Spark: Using node-local files within functions?

2015-04-14 Thread Horsmann, Tobias
Hi,

I am trying to use Spark in combination with Yarn with 3rd party code which is 
unaware of distributed file systems. Providing hdfs file references thus does 
not work.

My idea to resolve this issue was the following:

Within a function I take the HDFS file reference I get as parameter and copy it 
into the local file system and provide the 3rd party components what they 
expect.
textFolder.map(new Function()
{
public List... call(String inputFile)
throws Exception
{
   //resolve, copy hdfs file to local file system

   //get local file pointer
   //this function should be executed on a node, right.
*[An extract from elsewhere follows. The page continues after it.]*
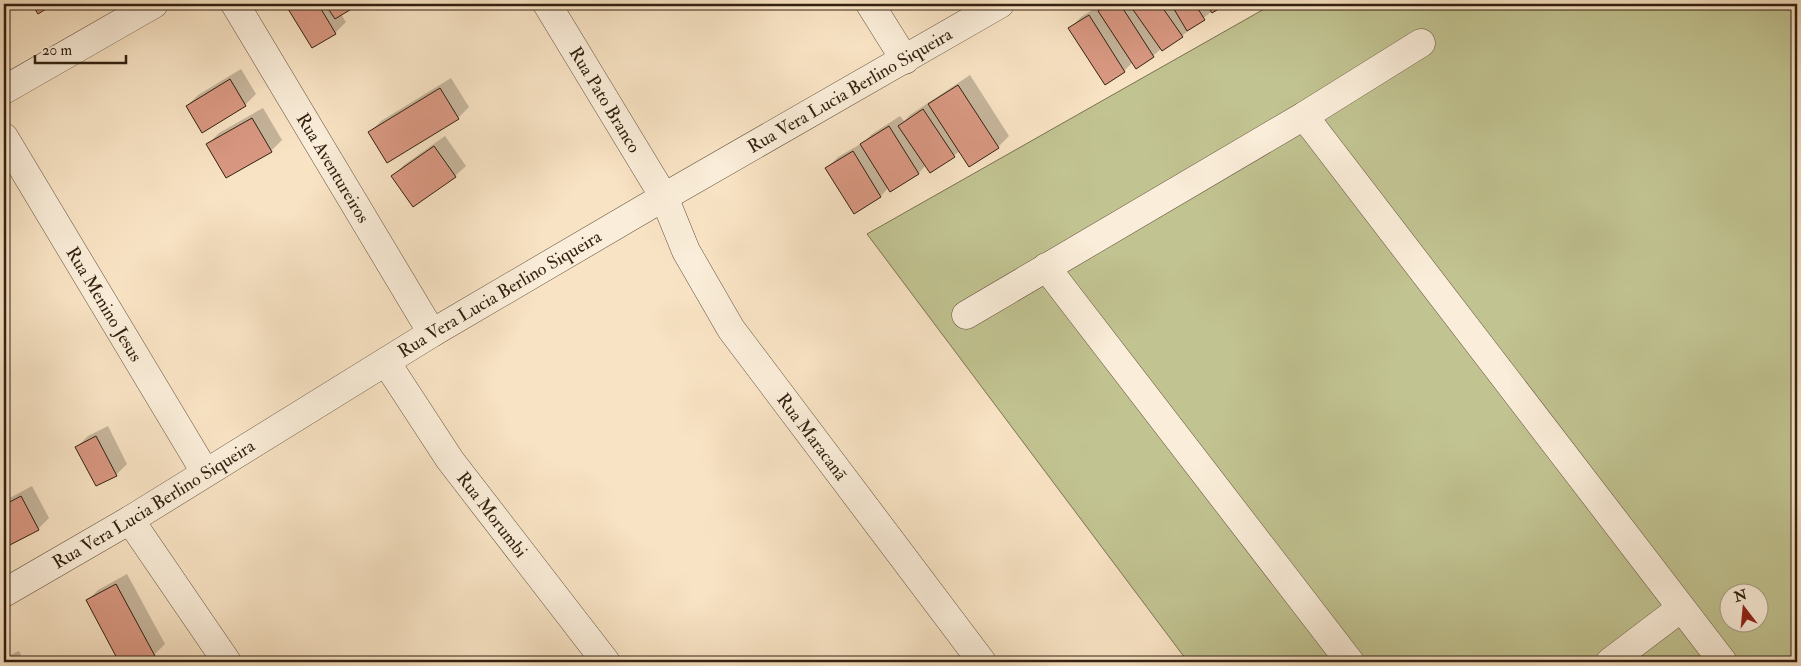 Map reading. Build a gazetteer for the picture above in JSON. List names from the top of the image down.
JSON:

There is 
probably a local file system)

   //call 3rd party library with 'local file' reference

   // do other stuff
}
}

This seem to work, but I am not really sure if this might cause other problems 
when going to productive file sizes. E.g. the files I copy to the local file 
system might be large. Would this affect Yarn somehow? Are there more advisable 
ways to befriend HDFS-unaware libraries with HDFS file pointer?

Regards,



Re: Spark: Using node-local files within functions?

2015-04-14 Thread Sandy Ryza
Hi Tobias,

It should be possible to get an InputStream from an HDFS file.  However, if
your libraries only work directly on files, then maybe that wouldn't work?
If that's the case and different tasks need different files, your way is
probably the best way.  If all tasks need the same file, a better option
would be to pass the file in with the --files option when you spark-submit,
which will cache the file between executors on the same node.

-Sandy

On Tue, Apr 14, 2015 at 1:39 AM, Horsmann, Tobias 
tobias.horsm...@uni-due.de wrote:

  Hi,

  I am trying to use Spark in combination with Yarn with 3rd party code
 which is unaware of distributed file systems. Providing hdfs file
 references thus does not work.

  My idea to resolve this issue was the following:

  Within a function I take the HDFS file reference I get as parameter and
 copy it into the local file system and provide the 3rd party components
 what they expect.
 textFolder.map(new Function()
 {
 public List... call(String inputFile)
 throws Exception
 {
//resolve, copy hdfs file to local file system

//get local file pointer
//this function should be executed on a node, right. There
 is probably a local file system)

//call 3rd party library with 'local file' reference

// do other stuff
 }
 }

 This seem to work, but I am not really sure if this might cause other
 problems when going to productive file sizes. E.g. the files I copy to the
 local file system might be large. Would this affect Yarn somehow? Are there
 more advisable ways to befriend HDFS-unaware libraries with HDFS file
 pointer?

  Regards,